- **WORK TASK**: Lines containing the word "Abdul": say how many there are in the listing, with only the number as the answer.

ENTRIES SUPPLIED Block Start

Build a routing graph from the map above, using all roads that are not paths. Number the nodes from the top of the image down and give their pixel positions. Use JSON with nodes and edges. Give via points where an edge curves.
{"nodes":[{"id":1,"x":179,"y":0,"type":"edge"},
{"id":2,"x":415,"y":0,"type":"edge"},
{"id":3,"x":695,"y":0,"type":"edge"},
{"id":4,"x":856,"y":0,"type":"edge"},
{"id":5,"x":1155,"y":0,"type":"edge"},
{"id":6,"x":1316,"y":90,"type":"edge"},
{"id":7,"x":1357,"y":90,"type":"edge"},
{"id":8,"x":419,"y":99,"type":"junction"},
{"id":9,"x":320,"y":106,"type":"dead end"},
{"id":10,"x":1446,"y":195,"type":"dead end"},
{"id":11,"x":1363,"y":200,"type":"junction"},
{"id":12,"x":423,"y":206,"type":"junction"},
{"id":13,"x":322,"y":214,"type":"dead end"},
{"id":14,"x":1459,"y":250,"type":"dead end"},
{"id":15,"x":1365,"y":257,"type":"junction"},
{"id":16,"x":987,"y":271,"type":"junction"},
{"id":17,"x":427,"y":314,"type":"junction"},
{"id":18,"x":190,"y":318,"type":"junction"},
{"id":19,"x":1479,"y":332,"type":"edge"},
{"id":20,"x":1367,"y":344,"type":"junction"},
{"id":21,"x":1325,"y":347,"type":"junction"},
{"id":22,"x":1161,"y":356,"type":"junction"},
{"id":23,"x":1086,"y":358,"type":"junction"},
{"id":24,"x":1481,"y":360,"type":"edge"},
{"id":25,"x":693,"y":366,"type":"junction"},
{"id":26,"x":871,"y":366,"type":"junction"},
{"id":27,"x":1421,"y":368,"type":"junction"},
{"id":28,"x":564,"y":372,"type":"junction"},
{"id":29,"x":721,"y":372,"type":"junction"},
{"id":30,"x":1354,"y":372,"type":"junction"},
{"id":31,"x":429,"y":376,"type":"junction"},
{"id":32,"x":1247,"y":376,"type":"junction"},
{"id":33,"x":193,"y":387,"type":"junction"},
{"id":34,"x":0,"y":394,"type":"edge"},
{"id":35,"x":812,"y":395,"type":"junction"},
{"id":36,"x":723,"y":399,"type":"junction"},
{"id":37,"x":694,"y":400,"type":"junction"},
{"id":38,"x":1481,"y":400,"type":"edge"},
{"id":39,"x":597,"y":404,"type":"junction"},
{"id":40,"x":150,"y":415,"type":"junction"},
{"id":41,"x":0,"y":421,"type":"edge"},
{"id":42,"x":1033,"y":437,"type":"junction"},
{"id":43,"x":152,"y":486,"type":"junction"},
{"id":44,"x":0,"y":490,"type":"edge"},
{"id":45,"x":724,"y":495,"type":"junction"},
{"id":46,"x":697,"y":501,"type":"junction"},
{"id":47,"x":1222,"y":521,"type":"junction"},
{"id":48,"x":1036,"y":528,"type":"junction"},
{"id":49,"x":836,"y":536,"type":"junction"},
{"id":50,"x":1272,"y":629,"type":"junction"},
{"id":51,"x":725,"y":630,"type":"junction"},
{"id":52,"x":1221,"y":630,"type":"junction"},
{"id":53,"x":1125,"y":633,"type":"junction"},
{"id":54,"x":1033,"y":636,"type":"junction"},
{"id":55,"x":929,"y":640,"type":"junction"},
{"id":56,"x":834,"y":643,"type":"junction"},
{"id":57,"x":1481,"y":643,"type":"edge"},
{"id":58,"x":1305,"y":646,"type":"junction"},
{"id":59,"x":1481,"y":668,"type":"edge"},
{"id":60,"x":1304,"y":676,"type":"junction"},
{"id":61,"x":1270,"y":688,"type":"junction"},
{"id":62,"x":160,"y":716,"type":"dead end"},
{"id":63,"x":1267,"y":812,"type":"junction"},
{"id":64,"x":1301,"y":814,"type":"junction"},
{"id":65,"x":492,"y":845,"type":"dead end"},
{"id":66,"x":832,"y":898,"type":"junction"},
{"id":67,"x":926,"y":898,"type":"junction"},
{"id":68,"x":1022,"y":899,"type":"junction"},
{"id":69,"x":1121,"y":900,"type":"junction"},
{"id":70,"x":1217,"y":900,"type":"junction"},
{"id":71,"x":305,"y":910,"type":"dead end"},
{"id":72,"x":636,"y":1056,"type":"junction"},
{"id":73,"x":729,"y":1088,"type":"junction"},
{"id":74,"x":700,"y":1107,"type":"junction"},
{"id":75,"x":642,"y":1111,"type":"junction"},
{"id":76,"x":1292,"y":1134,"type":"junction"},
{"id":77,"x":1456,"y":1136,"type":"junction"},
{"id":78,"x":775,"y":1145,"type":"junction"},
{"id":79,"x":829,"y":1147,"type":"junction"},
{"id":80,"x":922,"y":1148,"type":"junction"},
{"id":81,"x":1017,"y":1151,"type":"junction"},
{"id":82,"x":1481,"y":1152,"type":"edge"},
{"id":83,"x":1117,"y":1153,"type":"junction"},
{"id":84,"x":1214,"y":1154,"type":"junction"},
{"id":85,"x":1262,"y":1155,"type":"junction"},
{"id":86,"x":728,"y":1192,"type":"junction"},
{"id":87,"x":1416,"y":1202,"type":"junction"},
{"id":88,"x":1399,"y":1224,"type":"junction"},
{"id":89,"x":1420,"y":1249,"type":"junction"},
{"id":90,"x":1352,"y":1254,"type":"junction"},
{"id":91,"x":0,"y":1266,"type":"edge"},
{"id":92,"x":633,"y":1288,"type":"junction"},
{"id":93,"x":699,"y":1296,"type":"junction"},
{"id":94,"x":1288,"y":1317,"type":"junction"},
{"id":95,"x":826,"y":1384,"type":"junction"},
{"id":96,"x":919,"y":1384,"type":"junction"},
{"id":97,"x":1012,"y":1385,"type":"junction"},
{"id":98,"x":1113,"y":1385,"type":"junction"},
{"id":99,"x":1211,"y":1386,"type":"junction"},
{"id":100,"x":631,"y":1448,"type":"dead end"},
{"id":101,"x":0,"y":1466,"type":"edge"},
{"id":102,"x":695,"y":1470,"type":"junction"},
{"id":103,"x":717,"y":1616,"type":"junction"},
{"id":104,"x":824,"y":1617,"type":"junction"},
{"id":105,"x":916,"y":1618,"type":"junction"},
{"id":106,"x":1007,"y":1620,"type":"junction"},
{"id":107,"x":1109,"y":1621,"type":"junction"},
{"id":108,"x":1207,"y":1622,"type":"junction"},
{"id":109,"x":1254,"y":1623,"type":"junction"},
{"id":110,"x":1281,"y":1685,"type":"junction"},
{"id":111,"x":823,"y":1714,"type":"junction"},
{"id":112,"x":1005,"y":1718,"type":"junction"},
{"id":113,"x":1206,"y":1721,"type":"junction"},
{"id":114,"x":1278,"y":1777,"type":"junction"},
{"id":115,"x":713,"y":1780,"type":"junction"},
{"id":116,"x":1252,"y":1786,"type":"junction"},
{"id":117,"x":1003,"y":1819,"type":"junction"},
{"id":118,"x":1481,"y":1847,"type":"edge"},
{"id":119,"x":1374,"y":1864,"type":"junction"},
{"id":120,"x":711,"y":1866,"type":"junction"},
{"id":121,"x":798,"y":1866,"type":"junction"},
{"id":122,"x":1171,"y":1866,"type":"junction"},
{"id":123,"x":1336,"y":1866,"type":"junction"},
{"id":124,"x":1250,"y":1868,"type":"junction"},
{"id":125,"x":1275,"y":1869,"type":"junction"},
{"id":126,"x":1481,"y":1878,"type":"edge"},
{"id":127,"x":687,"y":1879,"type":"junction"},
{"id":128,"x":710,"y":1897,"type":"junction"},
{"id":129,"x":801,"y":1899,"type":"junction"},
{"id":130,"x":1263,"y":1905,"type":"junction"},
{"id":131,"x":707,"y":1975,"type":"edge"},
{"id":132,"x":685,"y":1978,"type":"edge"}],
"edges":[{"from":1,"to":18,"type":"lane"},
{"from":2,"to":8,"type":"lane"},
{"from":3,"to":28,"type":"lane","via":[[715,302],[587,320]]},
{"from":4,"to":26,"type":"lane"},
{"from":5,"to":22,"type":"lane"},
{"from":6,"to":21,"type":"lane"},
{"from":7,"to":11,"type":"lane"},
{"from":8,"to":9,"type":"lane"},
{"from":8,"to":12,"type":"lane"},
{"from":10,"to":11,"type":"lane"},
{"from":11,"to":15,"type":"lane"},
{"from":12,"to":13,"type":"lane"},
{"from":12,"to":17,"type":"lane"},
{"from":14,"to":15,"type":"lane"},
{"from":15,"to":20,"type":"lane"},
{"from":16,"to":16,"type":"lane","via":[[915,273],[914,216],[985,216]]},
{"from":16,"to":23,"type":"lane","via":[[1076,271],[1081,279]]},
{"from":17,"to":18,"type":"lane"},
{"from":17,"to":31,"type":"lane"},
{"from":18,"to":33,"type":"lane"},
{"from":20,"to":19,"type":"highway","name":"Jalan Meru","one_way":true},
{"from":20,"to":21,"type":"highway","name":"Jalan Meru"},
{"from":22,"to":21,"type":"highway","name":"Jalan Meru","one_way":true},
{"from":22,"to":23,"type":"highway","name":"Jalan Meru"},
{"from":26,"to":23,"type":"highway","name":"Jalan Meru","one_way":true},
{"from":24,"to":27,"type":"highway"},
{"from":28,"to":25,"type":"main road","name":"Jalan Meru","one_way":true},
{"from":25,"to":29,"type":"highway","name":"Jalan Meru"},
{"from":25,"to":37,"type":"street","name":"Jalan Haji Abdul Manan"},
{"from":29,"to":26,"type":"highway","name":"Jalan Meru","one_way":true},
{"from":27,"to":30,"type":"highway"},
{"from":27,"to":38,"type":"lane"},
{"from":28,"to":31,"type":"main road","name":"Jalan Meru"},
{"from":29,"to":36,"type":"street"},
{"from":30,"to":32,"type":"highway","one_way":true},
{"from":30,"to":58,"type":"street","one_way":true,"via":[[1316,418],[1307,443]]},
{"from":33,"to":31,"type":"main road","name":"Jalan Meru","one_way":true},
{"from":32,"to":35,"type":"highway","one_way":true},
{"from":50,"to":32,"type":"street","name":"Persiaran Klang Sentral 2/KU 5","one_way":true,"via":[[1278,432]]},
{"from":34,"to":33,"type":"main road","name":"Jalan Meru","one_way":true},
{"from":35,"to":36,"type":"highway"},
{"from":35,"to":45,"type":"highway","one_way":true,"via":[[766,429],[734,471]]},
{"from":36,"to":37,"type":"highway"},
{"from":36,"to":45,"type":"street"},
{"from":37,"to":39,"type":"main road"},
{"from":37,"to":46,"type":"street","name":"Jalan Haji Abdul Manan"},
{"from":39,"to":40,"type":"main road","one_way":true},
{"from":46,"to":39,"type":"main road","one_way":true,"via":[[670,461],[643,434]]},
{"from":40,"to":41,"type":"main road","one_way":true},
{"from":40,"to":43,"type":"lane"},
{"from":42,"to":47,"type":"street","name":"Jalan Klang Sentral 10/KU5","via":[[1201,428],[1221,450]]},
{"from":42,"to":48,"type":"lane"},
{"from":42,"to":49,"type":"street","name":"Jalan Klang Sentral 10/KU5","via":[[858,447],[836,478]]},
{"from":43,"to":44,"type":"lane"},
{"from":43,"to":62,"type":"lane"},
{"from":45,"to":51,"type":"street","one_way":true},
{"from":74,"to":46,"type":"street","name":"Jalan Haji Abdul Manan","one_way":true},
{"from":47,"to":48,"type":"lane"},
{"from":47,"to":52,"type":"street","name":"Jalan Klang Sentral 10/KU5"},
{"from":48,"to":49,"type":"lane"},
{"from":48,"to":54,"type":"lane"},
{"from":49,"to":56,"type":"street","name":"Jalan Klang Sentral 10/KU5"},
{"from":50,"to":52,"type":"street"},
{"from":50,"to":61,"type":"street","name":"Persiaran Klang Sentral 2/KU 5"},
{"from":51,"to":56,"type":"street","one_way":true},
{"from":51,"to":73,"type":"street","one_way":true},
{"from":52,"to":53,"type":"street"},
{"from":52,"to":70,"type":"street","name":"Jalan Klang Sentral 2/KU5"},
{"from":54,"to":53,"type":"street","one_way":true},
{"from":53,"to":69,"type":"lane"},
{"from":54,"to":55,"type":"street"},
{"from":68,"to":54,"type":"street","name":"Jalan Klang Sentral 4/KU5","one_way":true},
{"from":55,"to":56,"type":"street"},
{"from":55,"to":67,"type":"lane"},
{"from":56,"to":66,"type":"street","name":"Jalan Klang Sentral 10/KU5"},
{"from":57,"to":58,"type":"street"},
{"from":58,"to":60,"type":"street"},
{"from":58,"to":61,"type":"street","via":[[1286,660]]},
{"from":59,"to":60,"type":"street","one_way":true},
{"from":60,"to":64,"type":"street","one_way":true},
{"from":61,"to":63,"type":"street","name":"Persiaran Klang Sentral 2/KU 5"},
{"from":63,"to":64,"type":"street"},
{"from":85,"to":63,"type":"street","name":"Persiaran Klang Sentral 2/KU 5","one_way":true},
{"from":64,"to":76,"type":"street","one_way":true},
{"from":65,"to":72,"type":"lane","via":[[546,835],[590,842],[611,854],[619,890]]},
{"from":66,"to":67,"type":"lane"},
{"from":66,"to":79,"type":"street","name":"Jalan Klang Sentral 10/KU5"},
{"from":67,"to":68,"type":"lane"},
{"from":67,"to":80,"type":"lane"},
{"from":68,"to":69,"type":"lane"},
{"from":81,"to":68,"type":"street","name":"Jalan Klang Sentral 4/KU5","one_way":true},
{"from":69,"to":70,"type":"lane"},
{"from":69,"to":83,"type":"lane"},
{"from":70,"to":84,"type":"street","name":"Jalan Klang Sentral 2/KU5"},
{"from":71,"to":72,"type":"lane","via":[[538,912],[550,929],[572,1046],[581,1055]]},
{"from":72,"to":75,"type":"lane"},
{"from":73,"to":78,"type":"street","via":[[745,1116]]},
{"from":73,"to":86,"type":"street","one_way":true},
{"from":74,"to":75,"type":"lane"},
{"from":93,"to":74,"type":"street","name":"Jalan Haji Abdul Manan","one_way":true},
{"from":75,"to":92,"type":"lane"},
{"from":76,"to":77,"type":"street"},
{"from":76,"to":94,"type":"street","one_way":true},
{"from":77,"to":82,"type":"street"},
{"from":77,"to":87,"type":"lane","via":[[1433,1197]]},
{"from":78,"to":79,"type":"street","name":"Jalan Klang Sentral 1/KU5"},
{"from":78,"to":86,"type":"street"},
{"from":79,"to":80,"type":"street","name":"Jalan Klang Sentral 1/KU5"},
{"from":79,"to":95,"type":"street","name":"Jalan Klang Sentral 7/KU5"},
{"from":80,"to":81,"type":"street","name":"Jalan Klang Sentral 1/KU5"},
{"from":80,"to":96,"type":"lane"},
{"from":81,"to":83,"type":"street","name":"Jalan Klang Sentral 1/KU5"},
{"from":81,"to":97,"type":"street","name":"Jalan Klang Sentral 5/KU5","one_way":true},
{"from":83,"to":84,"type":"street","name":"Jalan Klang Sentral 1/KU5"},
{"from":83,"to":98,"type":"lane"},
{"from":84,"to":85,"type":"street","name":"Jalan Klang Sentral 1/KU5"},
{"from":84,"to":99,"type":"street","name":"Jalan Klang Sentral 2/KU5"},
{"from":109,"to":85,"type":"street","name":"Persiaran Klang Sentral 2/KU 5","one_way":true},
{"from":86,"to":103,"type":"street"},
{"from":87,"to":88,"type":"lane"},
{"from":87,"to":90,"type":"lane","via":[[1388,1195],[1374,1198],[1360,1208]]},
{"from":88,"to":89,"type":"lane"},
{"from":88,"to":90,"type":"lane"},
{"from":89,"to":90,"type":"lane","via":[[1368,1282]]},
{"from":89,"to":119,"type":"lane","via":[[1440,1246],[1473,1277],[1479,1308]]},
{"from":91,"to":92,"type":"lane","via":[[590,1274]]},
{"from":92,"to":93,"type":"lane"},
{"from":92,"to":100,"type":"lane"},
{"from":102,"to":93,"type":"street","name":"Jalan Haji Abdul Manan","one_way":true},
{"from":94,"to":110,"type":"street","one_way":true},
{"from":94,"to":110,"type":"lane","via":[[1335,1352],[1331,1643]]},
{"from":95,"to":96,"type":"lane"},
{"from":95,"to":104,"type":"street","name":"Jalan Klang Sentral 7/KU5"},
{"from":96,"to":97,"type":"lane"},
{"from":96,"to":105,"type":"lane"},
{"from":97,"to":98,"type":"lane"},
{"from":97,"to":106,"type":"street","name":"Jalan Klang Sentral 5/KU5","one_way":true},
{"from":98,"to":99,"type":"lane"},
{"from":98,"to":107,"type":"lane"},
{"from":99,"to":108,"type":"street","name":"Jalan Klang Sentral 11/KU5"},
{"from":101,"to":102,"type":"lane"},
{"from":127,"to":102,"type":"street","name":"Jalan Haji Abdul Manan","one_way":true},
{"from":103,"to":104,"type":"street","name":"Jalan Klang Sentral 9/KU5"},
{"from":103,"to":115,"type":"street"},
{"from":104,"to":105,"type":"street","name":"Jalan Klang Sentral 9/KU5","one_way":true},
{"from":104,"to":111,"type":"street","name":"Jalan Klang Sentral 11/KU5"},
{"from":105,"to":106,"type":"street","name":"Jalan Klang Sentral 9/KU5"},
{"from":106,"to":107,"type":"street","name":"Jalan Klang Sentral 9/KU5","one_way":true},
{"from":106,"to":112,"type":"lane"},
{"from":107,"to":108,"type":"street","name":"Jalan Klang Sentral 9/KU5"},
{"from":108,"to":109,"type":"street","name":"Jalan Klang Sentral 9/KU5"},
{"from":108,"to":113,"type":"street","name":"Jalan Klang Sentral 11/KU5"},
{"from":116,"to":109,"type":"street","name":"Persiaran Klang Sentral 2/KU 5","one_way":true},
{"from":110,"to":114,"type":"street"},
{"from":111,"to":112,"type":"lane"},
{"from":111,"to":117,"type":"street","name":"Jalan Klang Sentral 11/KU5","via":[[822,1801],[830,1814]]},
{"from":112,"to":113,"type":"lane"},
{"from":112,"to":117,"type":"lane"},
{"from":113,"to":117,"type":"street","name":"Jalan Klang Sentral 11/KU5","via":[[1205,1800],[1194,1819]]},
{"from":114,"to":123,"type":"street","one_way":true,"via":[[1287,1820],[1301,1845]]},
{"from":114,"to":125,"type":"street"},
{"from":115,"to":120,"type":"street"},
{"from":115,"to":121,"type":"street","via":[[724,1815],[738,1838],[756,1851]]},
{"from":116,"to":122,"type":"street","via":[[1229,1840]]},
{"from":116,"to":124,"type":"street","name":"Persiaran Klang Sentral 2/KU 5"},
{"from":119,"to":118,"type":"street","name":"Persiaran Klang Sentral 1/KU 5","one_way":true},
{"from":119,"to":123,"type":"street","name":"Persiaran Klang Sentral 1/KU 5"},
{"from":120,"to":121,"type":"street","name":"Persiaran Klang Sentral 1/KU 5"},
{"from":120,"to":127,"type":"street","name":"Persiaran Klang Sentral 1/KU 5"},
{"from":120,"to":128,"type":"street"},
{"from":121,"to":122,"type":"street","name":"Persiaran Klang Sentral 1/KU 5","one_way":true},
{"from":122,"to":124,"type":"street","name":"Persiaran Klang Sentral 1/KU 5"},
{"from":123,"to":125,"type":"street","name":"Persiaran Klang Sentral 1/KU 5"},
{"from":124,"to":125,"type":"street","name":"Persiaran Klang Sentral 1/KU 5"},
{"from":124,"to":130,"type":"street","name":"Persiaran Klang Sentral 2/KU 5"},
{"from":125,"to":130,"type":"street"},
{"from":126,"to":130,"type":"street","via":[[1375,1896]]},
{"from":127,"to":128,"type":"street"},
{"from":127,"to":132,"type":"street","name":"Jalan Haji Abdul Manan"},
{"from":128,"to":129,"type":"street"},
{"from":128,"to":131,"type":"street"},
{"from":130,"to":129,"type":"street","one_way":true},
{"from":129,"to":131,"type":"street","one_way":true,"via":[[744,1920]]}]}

ENTRIES SUPPLIED Block End

- **COMPLETED TASK**: 7